While it is getting more and more common to get divorced after the age of 50, there is still some stigma and other adverse consequences with doing so, perhaps more so than in the case of Los Angeles couples who are younger.

In fact, the consequences are common enough, and significant enough, to be dubbed the gray divorce penalty. The gray divorce penalty affects men and women somewhat differently, at least based on the evidence available.

For women, the gray divorce penalty is financial. Like other states, California law aims to put spouses on equal footing after a divorce, but the reality is that women who divorce at age 50 or older are much more likely to have a hard time recovering from the inevitable economic blow a divorce causes.
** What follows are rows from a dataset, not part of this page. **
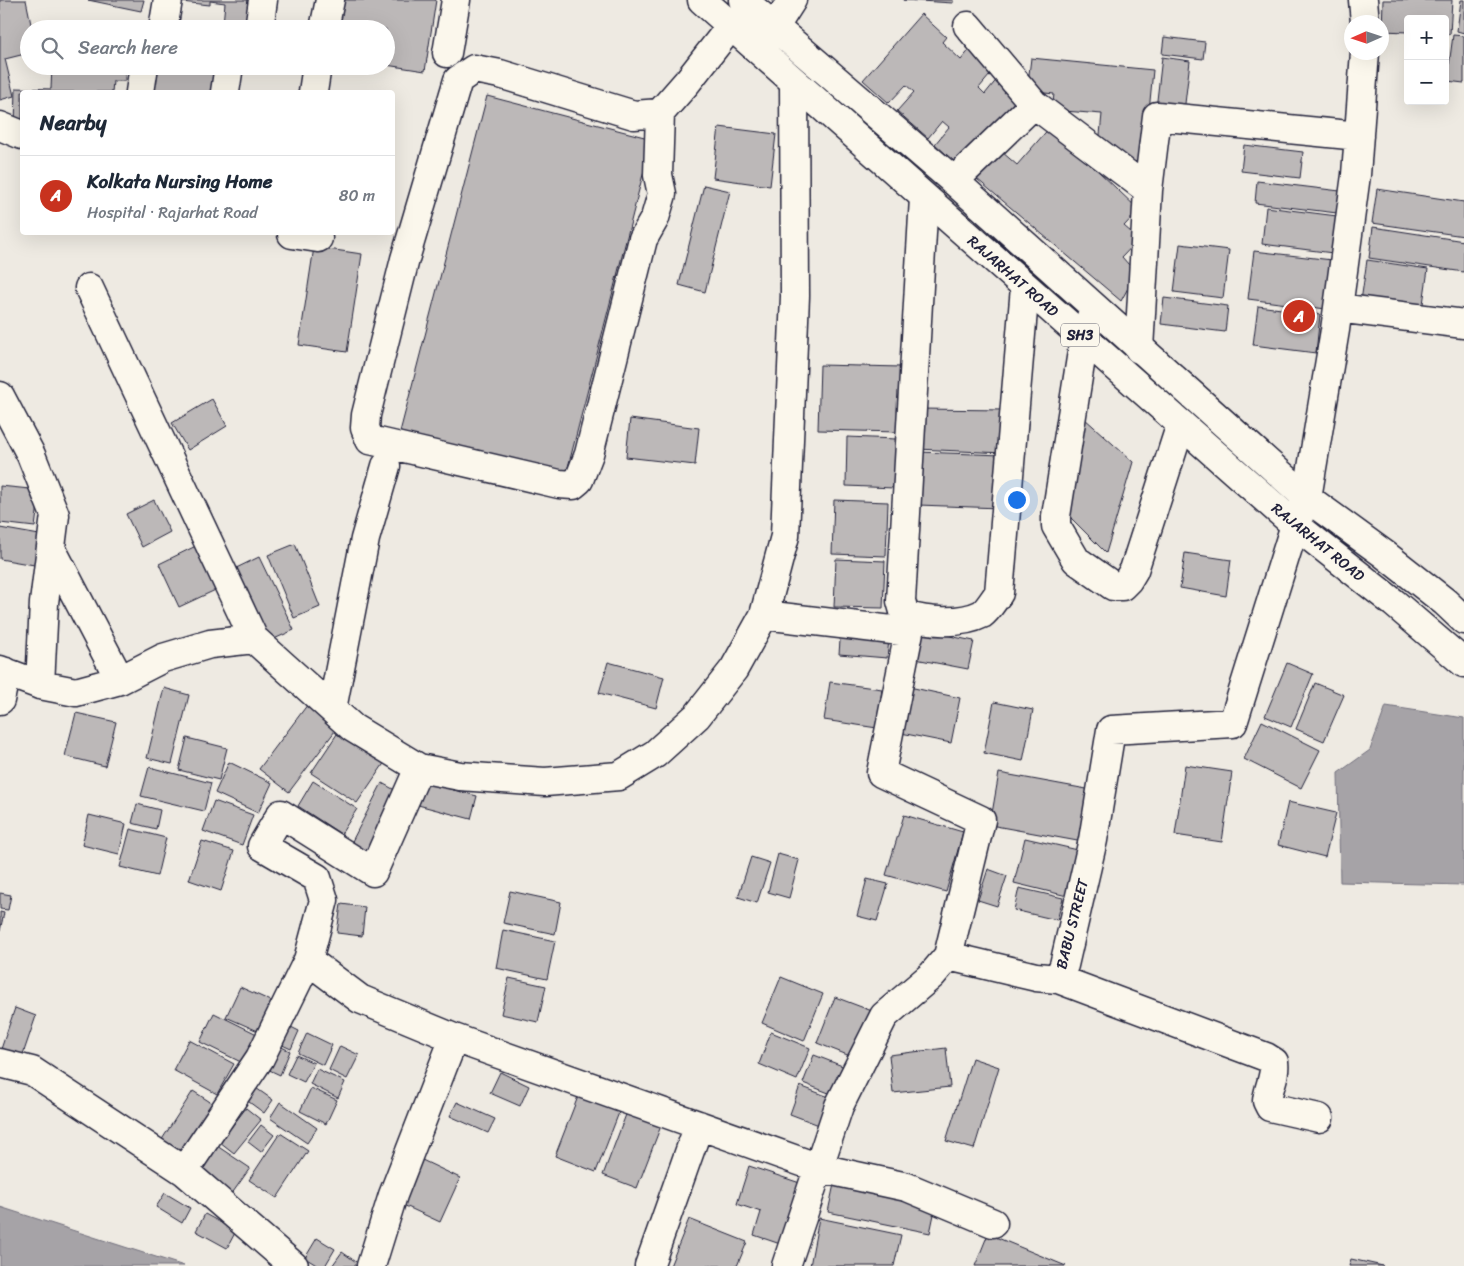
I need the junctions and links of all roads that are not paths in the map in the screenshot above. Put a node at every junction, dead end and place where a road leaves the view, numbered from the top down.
1 (168, 0) edge
2 (263, 0) edge
3 (330, 0) edge
4 (456, 0) edge
5 (702, 0) edge
6 (743, 0) edge
7 (792, 0) edge
8 (1363, 0) edge
9 (1364, 15) edge
10 (165, 20) edge
11 (260, 20) edge
12 (326, 20) edge
13 (731, 26) junction
14 (968, 26) dead end
15 (775, 28) junction
16 (760, 52) junction
17 (447, 53) dead end
18 (1364, 60) edge
19 (143, 75) edge
20 (228, 75) edge
21 (316, 75) edge
22 (794, 82) junction
23 (140, 90) edge
24 (225, 90) edge
25 (314, 90) edge
26 (1034, 104) junction
27 (660, 113) junction
28 (0, 126) edge
29 (20, 134) edge
30 (1359, 136) junction
31 (954, 181) junction
32 (1148, 190) junction
33 (924, 198) junction
34 (1025, 287) junction
35 (89, 288) dead end
36 (1094, 308) junction
37 (1338, 308) junction
38 (1464, 324) edge
39 (1084, 339) junction
40 (1139, 349) junction
41 (0, 396) edge
42 (1181, 424) junction
43 (386, 466) dead end
44 (1307, 498) junction
45 (1295, 526) junction
46 (51, 548) junction
47 (764, 615) junction
48 (1464, 620) edge
49 (254, 639) junction
50 (1464, 663) edge
51 (3, 671) edge
52 (120, 680) junction
53 (40, 685) junction
54 (0, 700) edge
55 (332, 709) junction
56 (419, 768) junction
57 (948, 956) junction
58 (308, 960) junction
59 (1058, 980) junction
60 (454, 1038) junction
61 (0, 1063) edge
62 (1318, 1118) dead end
63 (698, 1125) junction
64 (819, 1168) junction
65 (184, 1171) junction
66 (993, 1222) dead end
67 (294, 1266) edge
68 (371, 1266) edge
69 (649, 1266) edge
70 (786, 1266) edge

1 - 10 street
2 - 11 street
3 - 12 street
4 - 17 street
5 - 13 street, RAJARHAT ROAD / SH3
6 - 15 street, RAJARHAT ROAD / SH3
7 - 15 street
8 - 9 street
13 - 16 street, RAJARHAT ROAD / SH3
13 - 27 street
14 - 26 street
15 - 16 street
15 - 31 street, RAJARHAT ROAD / SH3
16 - 22 street, RAJARHAT ROAD / SH3
18 - 30 street
19 - 23 street
20 - 24 street
21 - 25 street
22 - 33 street, RAJARHAT ROAD / SH3
22 - 47 street
26 - 31 street
26 - 32 street
27 - 27 street
28 - 29 street
30 - 32 street
30 - 37 street
31 - 36 street, RAJARHAT ROAD / SH3
32 - 40 street
33 - 34 street, RAJARHAT ROAD / SH3
33 - 34 street
34 - 39 street, RAJARHAT ROAD / SH3
35 - 49 street
36 - 39 street
36 - 40 street, RAJARHAT ROAD / SH3
37 - 38 street
37 - 44 street
39 - 42 street, RAJARHAT ROAD / SH3
39 - 42 street
40 - 44 street, RAJARHAT ROAD / SH3
41 - 46 street
42 - 45 street, RAJARHAT ROAD / SH3
43 - 55 street
44 - 45 street
44 - 48 street, RAJARHAT ROAD / SH3
45 - 50 street, RAJARHAT ROAD / SH3
45 - 59 street, BABU STREET
46 - 52 street
46 - 53 street
47 - 56 street
47 - 57 street
49 - 52 street
49 - 55 street
51 - 53 street
51 - 54 street
52 - 53 street
55 - 56 street
56 - 58 street
57 - 59 street, BABU STREET
57 - 64 street
58 - 60 street
58 - 65 street
59 - 62 street
60 - 63 street
60 - 68 street
61 - 65 street
63 - 64 street
63 - 69 street
64 - 66 street
64 - 70 street
65 - 67 street

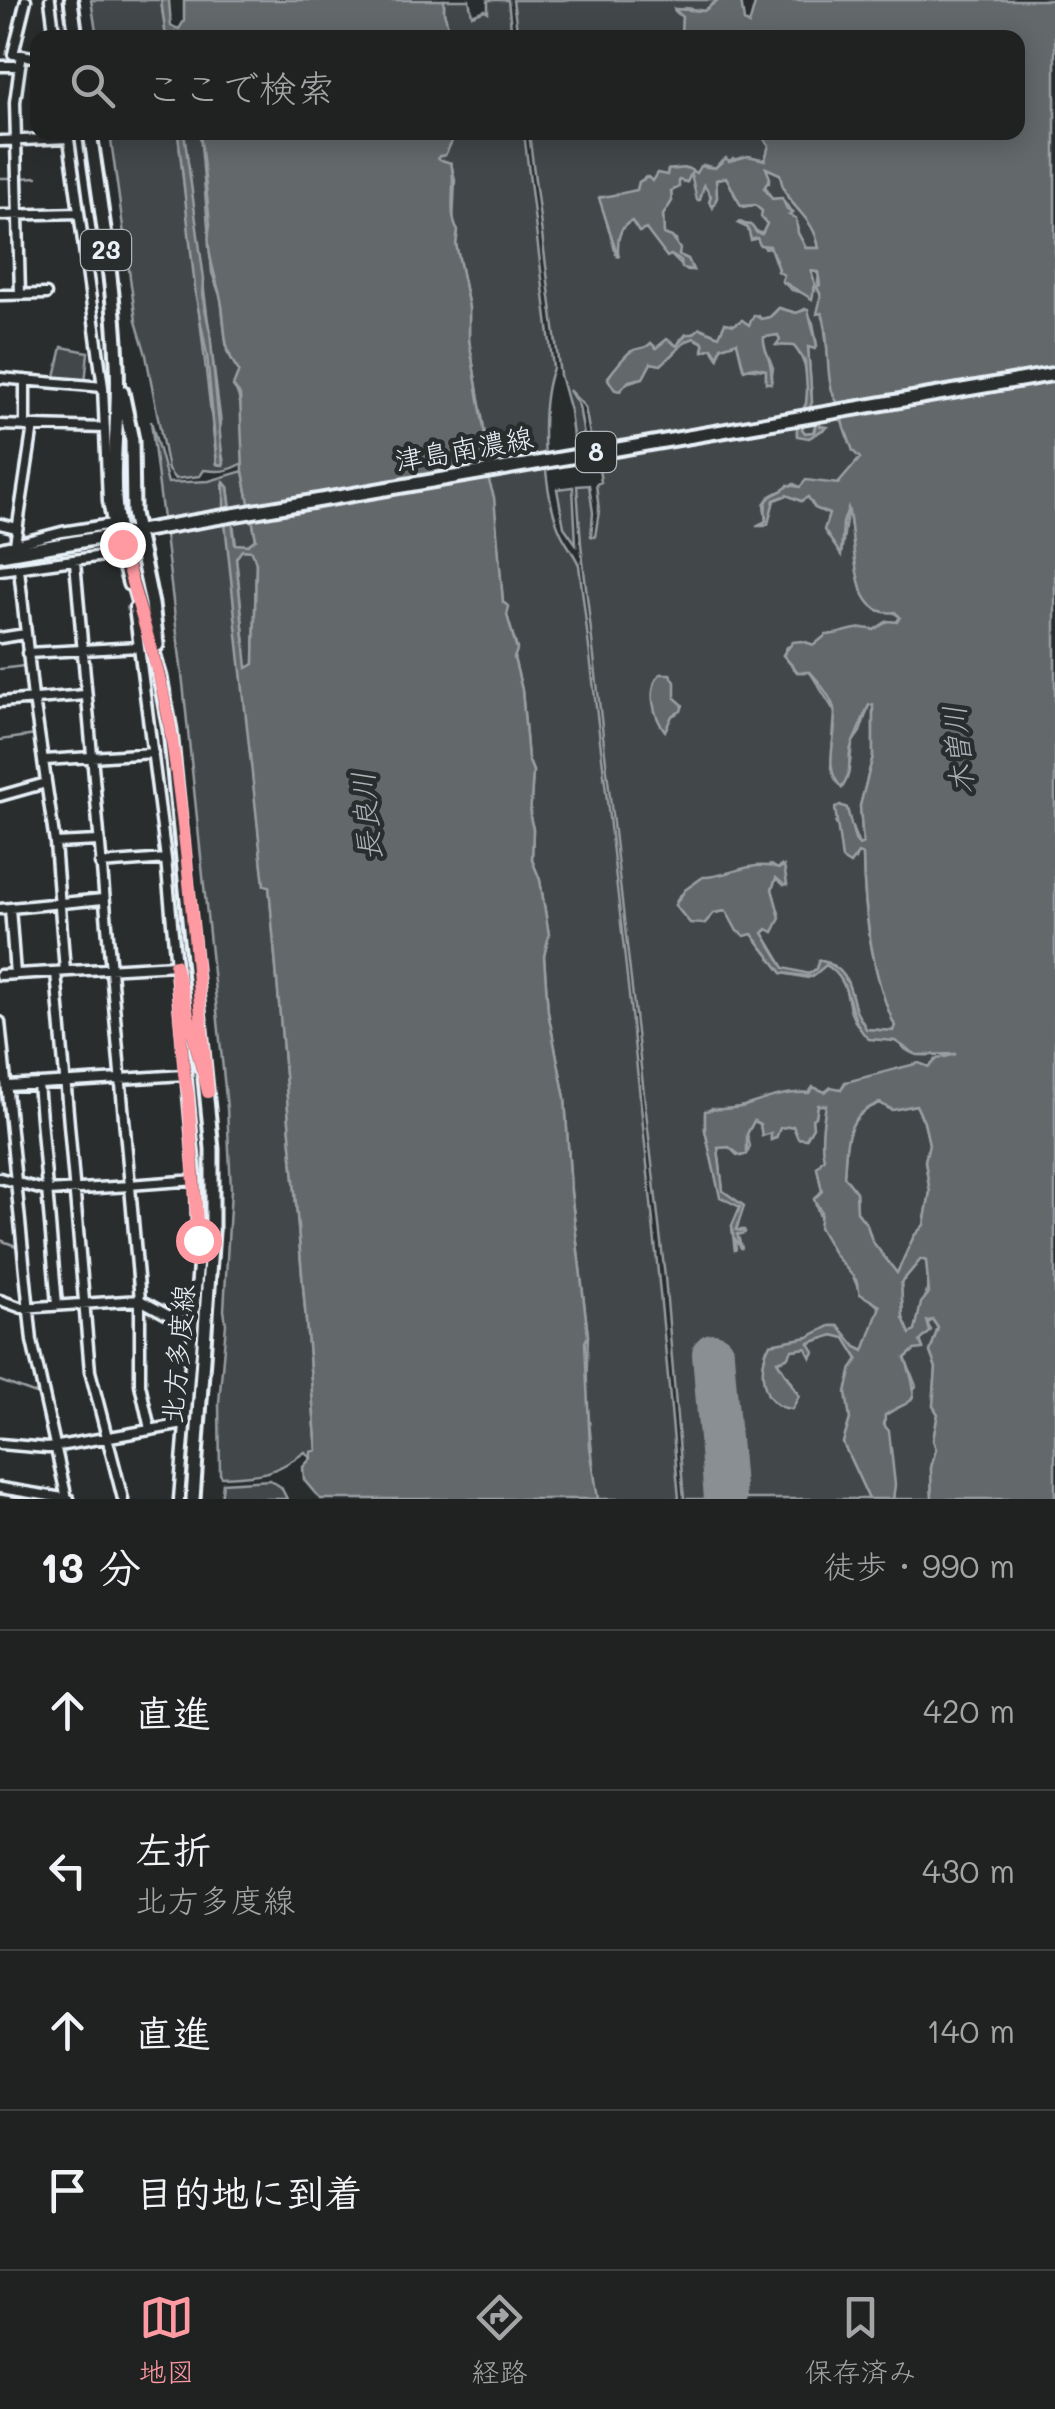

On the other hand, men face serious relationship problems after a late-in-life divorce. Because they tend not to have as broad or as tight of social networks as do women after a divorce, loneliness becomes a real problem for them. Moreover, adult children are less likely to provide physical and emotional support to the man after a gray divorce.

Ultimately, like an older woman facing financial problems after divorce, he may have to turn to public assistance to have his needs met.

While there are a number of things that need to be done to tackle the problems associated with the gray divorce penalty, handling the process itself in the right way can ensure that this penalty's impact is not too severe.

For instance, women would need strong advocacy so that any divorce provides adequately for their ongoing financial needs, while men might benefit from a collaborative divorce or mediation in order to minimize the social fallout. Attorneys can be very helpful in both respects.